DATA FOR THE TASK ->
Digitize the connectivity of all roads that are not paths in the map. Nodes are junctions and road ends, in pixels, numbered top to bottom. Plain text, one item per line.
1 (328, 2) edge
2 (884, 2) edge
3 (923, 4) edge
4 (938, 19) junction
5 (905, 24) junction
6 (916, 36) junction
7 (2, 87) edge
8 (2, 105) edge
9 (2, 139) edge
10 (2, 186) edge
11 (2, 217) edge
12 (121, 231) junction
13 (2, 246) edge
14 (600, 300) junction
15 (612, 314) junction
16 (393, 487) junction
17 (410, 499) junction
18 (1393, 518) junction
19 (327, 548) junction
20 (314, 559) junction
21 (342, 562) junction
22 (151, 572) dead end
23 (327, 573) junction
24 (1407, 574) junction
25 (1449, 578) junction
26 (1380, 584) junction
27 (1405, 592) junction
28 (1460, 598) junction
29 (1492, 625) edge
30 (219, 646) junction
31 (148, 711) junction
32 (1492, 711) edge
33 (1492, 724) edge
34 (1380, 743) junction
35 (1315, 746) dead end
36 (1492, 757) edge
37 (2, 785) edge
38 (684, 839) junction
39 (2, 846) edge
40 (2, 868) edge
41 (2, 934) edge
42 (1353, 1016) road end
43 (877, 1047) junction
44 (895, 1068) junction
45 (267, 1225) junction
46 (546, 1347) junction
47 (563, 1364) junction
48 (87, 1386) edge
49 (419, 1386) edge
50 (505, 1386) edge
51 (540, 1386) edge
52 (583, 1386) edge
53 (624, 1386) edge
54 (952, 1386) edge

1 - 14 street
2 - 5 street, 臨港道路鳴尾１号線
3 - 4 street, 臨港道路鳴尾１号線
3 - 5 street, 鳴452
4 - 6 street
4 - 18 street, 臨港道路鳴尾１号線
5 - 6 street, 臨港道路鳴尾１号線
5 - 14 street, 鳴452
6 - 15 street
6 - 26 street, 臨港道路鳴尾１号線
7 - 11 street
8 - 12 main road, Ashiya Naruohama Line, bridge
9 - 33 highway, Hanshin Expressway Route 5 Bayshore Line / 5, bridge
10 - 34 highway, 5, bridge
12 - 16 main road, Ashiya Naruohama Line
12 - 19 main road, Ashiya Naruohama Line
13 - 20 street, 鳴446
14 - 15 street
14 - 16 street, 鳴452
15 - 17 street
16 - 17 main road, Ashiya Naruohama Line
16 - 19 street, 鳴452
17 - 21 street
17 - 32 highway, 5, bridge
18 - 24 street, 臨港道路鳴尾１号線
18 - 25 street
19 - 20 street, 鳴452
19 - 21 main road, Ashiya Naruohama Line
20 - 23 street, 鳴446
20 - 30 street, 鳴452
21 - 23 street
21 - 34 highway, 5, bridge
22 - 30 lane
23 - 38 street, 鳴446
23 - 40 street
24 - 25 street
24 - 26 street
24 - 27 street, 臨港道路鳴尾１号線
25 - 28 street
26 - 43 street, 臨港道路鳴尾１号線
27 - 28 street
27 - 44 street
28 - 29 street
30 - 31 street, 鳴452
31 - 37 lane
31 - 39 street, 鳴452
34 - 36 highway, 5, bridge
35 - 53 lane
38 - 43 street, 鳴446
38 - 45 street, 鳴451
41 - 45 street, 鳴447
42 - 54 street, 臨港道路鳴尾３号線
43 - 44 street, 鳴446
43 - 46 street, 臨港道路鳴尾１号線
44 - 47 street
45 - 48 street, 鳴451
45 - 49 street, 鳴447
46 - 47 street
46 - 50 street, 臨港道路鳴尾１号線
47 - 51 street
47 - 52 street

WHAT YOU HAVE TO DO ->
Wherever "Ashiya" appears in the listing, report the line it is on.

SOLUTION ->
8 - 12 main road, Ashiya Naruohama Line, bridge
12 - 16 main road, Ashiya Naruohama Line
12 - 19 main road, Ashiya Naruohama Line
16 - 17 main road, Ashiya Naruohama Line
19 - 21 main road, Ashiya Naruohama Line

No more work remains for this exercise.